From Meta Idea to Advanced Mathematical Discovery -- Human-AI Co-Discovery of Sign-Embedding Quantum Algorithms

arXiv:2606.24899v1 Announce Type: new Abstract: AI-assisted mathematics is often evaluated on solving predefined problems. In practice, however, many important advances begin earlier, when a vague research intuition is transformed into a concrete problem, a promising route, and a theorem family worth proving. This report studies that stage through a case study that led to sign-embedding quantum algorithms for matrix equations and matrix functions, foundational primitives in quantum linear algebra and operator-output quantum algorithms. The project began with a human-originated intuition that rational approximation is especially effective for jump-type functions such as the sign function, and might therefore serve as a design principle for quantum algorithms. Rather than merely assisting after the problem was fixed, AI-assisted exploration, including workflows later integrated into the agentic AI-mathematician system AIM, played a key role in expanding this intuition into a route map, comparing candidate formulations, and converging toward sign embedding as the central framework. AIM then helped connect a known matrix-sign identity to wider classes of matrix equations and matrix functions, and drafted proof and complexity calculations.
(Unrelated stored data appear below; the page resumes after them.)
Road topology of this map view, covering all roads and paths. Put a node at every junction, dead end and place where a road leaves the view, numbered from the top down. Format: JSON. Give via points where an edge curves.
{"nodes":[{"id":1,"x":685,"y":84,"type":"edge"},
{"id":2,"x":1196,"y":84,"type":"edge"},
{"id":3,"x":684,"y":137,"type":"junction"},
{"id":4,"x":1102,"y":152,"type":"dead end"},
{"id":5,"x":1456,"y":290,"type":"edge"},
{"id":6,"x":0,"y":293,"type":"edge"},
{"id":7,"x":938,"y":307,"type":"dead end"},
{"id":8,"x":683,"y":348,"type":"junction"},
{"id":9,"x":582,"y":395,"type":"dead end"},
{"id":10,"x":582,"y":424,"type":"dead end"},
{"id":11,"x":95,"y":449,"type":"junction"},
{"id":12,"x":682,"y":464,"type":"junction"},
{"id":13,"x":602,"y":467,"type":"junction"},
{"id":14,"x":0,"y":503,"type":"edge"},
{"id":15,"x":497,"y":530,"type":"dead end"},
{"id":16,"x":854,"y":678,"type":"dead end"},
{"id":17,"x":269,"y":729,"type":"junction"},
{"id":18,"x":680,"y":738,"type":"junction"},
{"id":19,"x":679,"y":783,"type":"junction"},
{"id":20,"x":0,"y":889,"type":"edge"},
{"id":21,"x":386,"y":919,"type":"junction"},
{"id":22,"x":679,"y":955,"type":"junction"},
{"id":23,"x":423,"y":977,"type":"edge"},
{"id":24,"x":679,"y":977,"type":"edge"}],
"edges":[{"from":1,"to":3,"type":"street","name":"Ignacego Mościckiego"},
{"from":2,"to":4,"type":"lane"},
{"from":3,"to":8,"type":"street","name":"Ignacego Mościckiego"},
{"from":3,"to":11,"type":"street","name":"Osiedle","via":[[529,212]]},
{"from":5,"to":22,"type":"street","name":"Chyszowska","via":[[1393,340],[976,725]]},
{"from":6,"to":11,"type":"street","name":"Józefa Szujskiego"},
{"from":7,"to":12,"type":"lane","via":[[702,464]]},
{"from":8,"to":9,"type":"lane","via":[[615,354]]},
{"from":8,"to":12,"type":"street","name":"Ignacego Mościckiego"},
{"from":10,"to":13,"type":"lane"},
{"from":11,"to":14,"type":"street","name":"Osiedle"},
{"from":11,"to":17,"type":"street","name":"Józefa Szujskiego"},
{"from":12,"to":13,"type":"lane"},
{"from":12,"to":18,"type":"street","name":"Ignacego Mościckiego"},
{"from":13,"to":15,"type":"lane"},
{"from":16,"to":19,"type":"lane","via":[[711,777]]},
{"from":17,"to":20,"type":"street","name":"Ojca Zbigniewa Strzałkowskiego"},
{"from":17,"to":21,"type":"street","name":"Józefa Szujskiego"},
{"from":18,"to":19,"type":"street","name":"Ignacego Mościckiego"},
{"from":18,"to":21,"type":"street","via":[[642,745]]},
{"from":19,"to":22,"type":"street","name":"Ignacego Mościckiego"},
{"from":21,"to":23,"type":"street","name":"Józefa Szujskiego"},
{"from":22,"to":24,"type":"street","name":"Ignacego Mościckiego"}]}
The decisive scientific judgments remained human: selecting which human-AI-expanded routes were worth pursuing, rejecting a Cayley-trapezoidal approximation when its validity required a hidden condition, and refining the Sylvester implementation from a coarse quadratic-gap query route to the final factorized and scaled analysis. The report argues that human-AI co-discovery workflows, with systems such as AIM as important components, are most valuable not as standalone theorem provers, but as research partners for problem formation, connection discovery, derivation, and skeptical review inside a human-gated research loop.